Hmmm… there must be something wrong with me then I guess because I shutdown my PC every day when I’m finished with it and boot it again in the morning. I don’t just let it Sleep because IMO that is a complete waste of power. I could choose Hibernate I suppose, but that takes almost as long as a cold boot, so I prefer to start with a clean slate every morning.

And then there are the inexplicable delays: my laptop, maybe a week after a fresh install of XP w/ SP2, starts getting this weird hangup after logging in. No activity of any kind; no disk, no CPU; mouse still works; task bar still hides/shows. But nothing happens. After a minute or two (!), it pops up a message box saying something about how the system couldn’t find “(null)”. Dismiss, and boot settle-in continues as normal. I reinstalled a couple of times when the thing was new, but each time it eventually reverted to this infuriating behavior. Every now and again, I get a bee in my bonnet to figure out what the sam-hill’s going on, but I never can peg it. Even disabling everything in MSCONFIG doesn’t kill the mystery delay. I’ve just been putting up with it for almost three years now. Sheesh.
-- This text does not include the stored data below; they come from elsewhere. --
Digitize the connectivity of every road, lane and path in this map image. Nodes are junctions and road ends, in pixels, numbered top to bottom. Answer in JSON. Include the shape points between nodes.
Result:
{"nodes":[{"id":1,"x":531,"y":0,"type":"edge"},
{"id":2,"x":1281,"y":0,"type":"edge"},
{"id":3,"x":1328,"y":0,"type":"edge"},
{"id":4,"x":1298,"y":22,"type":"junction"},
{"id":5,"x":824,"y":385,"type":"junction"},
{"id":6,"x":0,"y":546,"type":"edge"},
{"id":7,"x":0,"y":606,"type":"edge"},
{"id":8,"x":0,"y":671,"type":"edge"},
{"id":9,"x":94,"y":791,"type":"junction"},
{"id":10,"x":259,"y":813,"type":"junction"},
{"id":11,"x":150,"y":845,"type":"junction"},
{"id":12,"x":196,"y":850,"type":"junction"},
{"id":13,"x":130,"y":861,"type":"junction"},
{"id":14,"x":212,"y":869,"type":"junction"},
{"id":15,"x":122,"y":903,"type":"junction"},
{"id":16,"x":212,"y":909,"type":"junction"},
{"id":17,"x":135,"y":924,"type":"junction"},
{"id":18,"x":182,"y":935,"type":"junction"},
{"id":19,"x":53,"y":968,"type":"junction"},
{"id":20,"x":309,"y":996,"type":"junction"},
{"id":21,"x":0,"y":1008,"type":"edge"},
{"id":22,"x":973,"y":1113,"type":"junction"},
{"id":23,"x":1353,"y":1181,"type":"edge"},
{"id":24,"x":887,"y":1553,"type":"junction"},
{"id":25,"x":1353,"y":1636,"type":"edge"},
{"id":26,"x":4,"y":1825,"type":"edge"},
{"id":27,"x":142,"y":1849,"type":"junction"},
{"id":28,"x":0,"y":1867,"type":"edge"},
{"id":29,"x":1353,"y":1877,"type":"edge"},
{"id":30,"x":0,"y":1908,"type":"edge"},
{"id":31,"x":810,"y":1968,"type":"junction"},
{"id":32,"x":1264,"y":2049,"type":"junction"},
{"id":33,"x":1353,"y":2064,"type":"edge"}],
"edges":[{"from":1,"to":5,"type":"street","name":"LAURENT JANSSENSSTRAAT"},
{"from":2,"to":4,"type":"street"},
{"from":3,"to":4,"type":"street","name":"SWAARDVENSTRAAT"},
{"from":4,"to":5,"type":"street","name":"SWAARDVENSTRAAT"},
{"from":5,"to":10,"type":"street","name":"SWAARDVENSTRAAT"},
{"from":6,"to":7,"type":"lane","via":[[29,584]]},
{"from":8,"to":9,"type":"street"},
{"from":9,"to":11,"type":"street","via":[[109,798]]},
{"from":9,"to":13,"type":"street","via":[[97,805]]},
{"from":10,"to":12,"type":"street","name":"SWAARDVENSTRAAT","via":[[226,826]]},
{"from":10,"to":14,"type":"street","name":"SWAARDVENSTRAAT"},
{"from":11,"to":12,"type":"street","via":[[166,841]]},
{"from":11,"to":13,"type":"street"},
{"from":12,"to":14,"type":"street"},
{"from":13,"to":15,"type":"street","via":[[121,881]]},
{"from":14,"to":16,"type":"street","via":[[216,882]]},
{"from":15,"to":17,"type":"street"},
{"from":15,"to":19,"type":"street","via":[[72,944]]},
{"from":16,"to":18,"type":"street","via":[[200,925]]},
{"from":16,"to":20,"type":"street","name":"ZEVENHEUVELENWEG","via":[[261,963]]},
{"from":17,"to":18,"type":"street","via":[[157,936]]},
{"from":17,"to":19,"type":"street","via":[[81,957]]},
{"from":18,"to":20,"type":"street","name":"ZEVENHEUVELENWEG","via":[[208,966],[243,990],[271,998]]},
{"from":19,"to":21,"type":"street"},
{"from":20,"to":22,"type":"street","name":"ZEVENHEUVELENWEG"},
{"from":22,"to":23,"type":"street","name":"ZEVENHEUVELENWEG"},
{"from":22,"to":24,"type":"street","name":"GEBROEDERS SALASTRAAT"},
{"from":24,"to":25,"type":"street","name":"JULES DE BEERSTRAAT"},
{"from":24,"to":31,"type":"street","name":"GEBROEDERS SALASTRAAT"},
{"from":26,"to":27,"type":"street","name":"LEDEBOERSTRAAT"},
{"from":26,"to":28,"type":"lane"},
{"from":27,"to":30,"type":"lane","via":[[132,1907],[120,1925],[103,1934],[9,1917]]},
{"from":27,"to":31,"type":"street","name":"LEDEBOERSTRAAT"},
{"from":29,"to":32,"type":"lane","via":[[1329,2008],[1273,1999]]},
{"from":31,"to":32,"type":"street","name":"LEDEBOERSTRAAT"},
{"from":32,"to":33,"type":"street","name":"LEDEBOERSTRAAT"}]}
Quote: “Anti-virus software barely works these days anyway, so it’s a raw deal no matter how you slice it.”

This kind of comment is just extremism, unsubstantiated and quite frankly childish.

Hey my PC is a bit slow, I know, I’ll delete the AV software and then see how long it takes for it to cease to function altogether.

There are often a few changes to BIOS setting that you can make to speed up boot times.

Logo - if your BIOS shows a huge manufacturer logo at startup (e.g. Dell) then switch it off. That way you’ll see some informative text instead and the BIOS won’t waste its time loading the bitmap.

Boot Floppy Seek - if you have a floppy drive (if so, why???) then definitely turn this off. If you don’t have one then make sure you “Onboard FDD Controller” is set to disabled.

Boot Order - set your primary hard drive as your first boot device. That way if you leave a CD/DVD in the drive it won’t waste time spinning it up. (Obviously you’ll have to remember to set this back if you want to re-install the OS from DVD).

POST Tests - you can often change these for a bit of speed. Do you really need all of your memory tested at every boot? This is typically listed as “POST Tests”, “Quick Power On Self Test” or “Quick Boot”.

Being a Linux user this whole thread reminds me why I do not use windows.

Actually, when you look at the article, Linux is BY FAR the slowest to boot.